===== PROVIDED INFORMATION
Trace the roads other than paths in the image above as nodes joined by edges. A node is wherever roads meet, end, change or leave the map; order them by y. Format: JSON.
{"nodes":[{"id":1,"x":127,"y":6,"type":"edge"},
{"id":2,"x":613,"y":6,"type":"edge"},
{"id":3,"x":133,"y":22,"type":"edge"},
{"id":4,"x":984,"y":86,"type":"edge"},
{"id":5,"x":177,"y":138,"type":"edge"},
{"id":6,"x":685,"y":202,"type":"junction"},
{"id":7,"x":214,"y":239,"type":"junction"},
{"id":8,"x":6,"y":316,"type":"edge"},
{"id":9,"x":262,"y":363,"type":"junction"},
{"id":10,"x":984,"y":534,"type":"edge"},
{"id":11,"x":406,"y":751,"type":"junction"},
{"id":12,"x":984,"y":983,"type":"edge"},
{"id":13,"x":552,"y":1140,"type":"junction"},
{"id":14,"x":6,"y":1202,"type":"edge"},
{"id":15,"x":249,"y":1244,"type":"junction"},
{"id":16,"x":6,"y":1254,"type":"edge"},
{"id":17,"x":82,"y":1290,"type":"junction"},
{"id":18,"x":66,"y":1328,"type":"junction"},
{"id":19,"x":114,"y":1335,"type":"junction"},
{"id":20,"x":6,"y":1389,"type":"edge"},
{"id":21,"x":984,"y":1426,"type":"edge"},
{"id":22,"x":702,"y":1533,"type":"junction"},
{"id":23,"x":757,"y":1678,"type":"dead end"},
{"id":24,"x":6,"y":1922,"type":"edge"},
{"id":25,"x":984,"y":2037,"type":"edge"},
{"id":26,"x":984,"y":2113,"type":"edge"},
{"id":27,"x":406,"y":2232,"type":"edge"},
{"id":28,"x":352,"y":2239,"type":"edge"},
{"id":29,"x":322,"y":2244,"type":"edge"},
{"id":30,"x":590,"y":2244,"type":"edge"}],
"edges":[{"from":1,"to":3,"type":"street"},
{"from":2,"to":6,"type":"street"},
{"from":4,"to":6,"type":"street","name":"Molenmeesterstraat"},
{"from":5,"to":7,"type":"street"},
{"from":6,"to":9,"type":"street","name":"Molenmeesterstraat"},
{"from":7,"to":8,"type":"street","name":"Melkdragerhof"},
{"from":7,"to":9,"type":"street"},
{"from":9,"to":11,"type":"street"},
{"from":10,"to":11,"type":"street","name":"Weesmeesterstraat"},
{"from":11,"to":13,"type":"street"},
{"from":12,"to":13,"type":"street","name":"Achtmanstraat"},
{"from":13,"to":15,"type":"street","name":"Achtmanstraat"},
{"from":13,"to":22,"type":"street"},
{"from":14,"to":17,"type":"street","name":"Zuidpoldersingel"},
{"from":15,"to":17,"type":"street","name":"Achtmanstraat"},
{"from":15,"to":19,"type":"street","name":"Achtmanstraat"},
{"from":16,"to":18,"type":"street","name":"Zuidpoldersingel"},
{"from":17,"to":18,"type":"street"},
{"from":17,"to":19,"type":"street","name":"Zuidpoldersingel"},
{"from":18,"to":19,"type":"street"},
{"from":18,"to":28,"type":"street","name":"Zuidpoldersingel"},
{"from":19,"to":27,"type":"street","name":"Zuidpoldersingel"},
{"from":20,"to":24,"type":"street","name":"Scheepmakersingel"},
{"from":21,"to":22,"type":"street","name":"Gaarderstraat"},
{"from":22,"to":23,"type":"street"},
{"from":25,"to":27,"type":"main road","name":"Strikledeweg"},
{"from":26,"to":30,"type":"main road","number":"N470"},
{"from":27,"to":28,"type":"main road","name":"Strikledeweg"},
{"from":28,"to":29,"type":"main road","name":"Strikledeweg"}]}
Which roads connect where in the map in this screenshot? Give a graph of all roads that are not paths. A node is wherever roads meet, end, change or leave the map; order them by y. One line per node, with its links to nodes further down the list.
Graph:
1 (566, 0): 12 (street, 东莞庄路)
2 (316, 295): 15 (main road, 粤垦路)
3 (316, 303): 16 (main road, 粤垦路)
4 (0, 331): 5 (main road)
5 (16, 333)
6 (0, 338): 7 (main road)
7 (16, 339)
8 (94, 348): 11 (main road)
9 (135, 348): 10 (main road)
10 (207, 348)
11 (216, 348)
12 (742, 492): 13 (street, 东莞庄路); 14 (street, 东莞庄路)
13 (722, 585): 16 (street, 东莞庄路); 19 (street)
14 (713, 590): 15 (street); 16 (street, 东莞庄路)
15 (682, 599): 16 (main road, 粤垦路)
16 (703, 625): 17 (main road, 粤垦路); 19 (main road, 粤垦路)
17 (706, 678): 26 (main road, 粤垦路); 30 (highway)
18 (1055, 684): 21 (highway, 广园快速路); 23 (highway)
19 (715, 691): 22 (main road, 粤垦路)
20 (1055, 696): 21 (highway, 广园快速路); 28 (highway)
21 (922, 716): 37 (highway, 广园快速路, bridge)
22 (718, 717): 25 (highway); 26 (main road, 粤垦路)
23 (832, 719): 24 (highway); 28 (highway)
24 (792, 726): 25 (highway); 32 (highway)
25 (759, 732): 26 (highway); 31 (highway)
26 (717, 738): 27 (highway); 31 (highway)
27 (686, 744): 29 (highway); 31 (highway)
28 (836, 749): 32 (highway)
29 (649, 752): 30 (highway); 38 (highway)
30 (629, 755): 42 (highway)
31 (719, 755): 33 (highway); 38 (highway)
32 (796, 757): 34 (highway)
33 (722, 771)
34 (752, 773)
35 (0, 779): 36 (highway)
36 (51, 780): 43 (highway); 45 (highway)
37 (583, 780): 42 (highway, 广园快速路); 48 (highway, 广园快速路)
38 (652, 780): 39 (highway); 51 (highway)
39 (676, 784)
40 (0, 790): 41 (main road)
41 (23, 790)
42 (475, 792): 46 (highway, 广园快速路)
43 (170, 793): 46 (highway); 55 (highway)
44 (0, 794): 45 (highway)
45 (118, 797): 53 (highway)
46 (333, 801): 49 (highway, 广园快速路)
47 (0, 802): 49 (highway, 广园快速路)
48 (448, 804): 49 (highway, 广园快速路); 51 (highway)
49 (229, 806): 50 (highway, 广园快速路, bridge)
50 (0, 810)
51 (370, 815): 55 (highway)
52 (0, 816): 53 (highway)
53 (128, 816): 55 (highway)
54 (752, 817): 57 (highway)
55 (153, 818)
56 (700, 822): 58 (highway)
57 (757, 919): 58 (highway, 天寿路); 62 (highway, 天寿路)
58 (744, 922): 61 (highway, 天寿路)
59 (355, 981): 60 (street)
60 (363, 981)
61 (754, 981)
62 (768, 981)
==========
TASK TO CARRY OUT: Each line of the data above needs to be returned exactly.

SOLVED EXERCISE:
Trace the roads other than paths in the image above as nodes joined by edges. A node is wherever roads meet, end, change or leave the map; order them by y. Format: JSON.
{"nodes":[{"id":1,"x":127,"y":6,"type":"edge"},
{"id":2,"x":613,"y":6,"type":"edge"},
{"id":3,"x":133,"y":22,"type":"edge"},
{"id":4,"x":984,"y":86,"type":"edge"},
{"id":5,"x":177,"y":138,"type":"edge"},
{"id":6,"x":685,"y":202,"type":"junction"},
{"id":7,"x":214,"y":239,"type":"junction"},
{"id":8,"x":6,"y":316,"type":"edge"},
{"id":9,"x":262,"y":363,"type":"junction"},
{"id":10,"x":984,"y":534,"type":"edge"},
{"id":11,"x":406,"y":751,"type":"junction"},
{"id":12,"x":984,"y":983,"type":"edge"},
{"id":13,"x":552,"y":1140,"type":"junction"},
{"id":14,"x":6,"y":1202,"type":"edge"},
{"id":15,"x":249,"y":1244,"type":"junction"},
{"id":16,"x":6,"y":1254,"type":"edge"},
{"id":17,"x":82,"y":1290,"type":"junction"},
{"id":18,"x":66,"y":1328,"type":"junction"},
{"id":19,"x":114,"y":1335,"type":"junction"},
{"id":20,"x":6,"y":1389,"type":"edge"},
{"id":21,"x":984,"y":1426,"type":"edge"},
{"id":22,"x":702,"y":1533,"type":"junction"},
{"id":23,"x":757,"y":1678,"type":"dead end"},
{"id":24,"x":6,"y":1922,"type":"edge"},
{"id":25,"x":984,"y":2037,"type":"edge"},
{"id":26,"x":984,"y":2113,"type":"edge"},
{"id":27,"x":406,"y":2232,"type":"edge"},
{"id":28,"x":352,"y":2239,"type":"edge"},
{"id":29,"x":322,"y":2244,"type":"edge"},
{"id":30,"x":590,"y":2244,"type":"edge"}],
"edges":[{"from":1,"to":3,"type":"street"},
{"from":2,"to":6,"type":"street"},
{"from":4,"to":6,"type":"street","name":"Molenmeesterstraat"},
{"from":5,"to":7,"type":"street"},
{"from":6,"to":9,"type":"street","name":"Molenmeesterstraat"},
{"from":7,"to":8,"type":"street","name":"Melkdragerhof"},
{"from":7,"to":9,"type":"street"},
{"from":9,"to":11,"type":"street"},
{"from":10,"to":11,"type":"street","name":"Weesmeesterstraat"},
{"from":11,"to":13,"type":"street"},
{"from":12,"to":13,"type":"street","name":"Achtmanstraat"},
{"from":13,"to":15,"type":"street","name":"Achtmanstraat"},
{"from":13,"to":22,"type":"street"},
{"from":14,"to":17,"type":"street","name":"Zuidpoldersingel"},
{"from":15,"to":17,"type":"street","name":"Achtmanstraat"},
{"from":15,"to":19,"type":"street","name":"Achtmanstraat"},
{"from":16,"to":18,"type":"street","name":"Zuidpoldersingel"},
{"from":17,"to":18,"type":"street"},
{"from":17,"to":19,"type":"street","name":"Zuidpoldersingel"},
{"from":18,"to":19,"type":"street"},
{"from":18,"to":28,"type":"street","name":"Zuidpoldersingel"},
{"from":19,"to":27,"type":"street","name":"Zuidpoldersingel"},
{"from":20,"to":24,"type":"street","name":"Scheepmakersingel"},
{"from":21,"to":22,"type":"street","name":"Gaarderstraat"},
{"from":22,"to":23,"type":"street"},
{"from":25,"to":27,"type":"main road","name":"Strikledeweg"},
{"from":26,"to":30,"type":"main road","number":"N470"},
{"from":27,"to":28,"type":"main road","name":"Strikledeweg"},
{"from":28,"to":29,"type":"main road","name":"Strikledeweg"}]}
Which roads connect where in the map in this screenshot? Give a graph of all roads that are not paths. A node is wherever roads meet, end, change or leave the map; order them by y. One line per node, with its links to nodes further down the list.
Graph:
1 (566, 0): 12 (street, 东莞庄路)
2 (316, 295): 15 (main road, 粤垦路)
3 (316, 303): 16 (main road, 粤垦路)
4 (0, 331): 5 (main road)
5 (16, 333)
6 (0, 338): 7 (main road)
7 (16, 339)
8 (94, 348): 11 (main road)
9 (135, 348): 10 (main road)
10 (207, 348)
11 (216, 348)
12 (742, 492): 13 (street, 东莞庄路); 14 (street, 东莞庄路)
13 (722, 585): 16 (street, 东莞庄路); 19 (street)
14 (713, 590): 15 (street); 16 (street, 东莞庄路)
15 (682, 599): 16 (main road, 粤垦路)
16 (703, 625): 17 (main road, 粤垦路); 19 (main road, 粤垦路)
17 (706, 678): 26 (main road, 粤垦路); 30 (highway)
18 (1055, 684): 21 (highway, 广园快速路); 23 (highway)
19 (715, 691): 22 (main road, 粤垦路)
20 (1055, 696): 21 (highway, 广园快速路); 28 (highway)
21 (922, 716): 37 (highway, 广园快速路, bridge)
22 (718, 717): 25 (highway); 26 (main road, 粤垦路)
23 (832, 719): 24 (highway); 28 (highway)
24 (792, 726): 25 (highway); 32 (highway)
25 (759, 732): 26 (highway); 31 (highway)
26 (717, 738): 27 (highway); 31 (highway)
27 (686, 744): 29 (highway); 31 (highway)
28 (836, 749): 32 (highway)
29 (649, 752): 30 (highway); 38 (highway)
30 (629, 755): 42 (highway)
31 (719, 755): 33 (highway); 38 (highway)
32 (796, 757): 34 (highway)
33 (722, 771)
34 (752, 773)
35 (0, 779): 36 (highway)
36 (51, 780): 43 (highway); 45 (highway)
37 (583, 780): 42 (highway, 广园快速路); 48 (highway, 广园快速路)
38 (652, 780): 39 (highway); 51 (highway)
39 (676, 784)
40 (0, 790): 41 (main road)
41 (23, 790)
42 (475, 792): 46 (highway, 广园快速路)
43 (170, 793): 46 (highway); 55 (highway)
44 (0, 794): 45 (highway)
45 (118, 797): 53 (highway)
46 (333, 801): 49 (highway, 广园快速路)
47 (0, 802): 49 (highway, 广园快速路)
48 (448, 804): 49 (highway, 广园快速路); 51 (highway)
49 (229, 806): 50 (highway, 广园快速路, bridge)
50 (0, 810)
51 (370, 815): 55 (highway)
52 (0, 816): 53 (highway)
53 (128, 816): 55 (highway)
54 (752, 817): 57 (highway)
55 (153, 818)
56 (700, 822): 58 (highway)
57 (757, 919): 58 (highway, 天寿路); 62 (highway, 天寿路)
58 (744, 922): 61 (highway, 天寿路)
59 (355, 981): 60 (street)
60 (363, 981)
61 (754, 981)
62 (768, 981)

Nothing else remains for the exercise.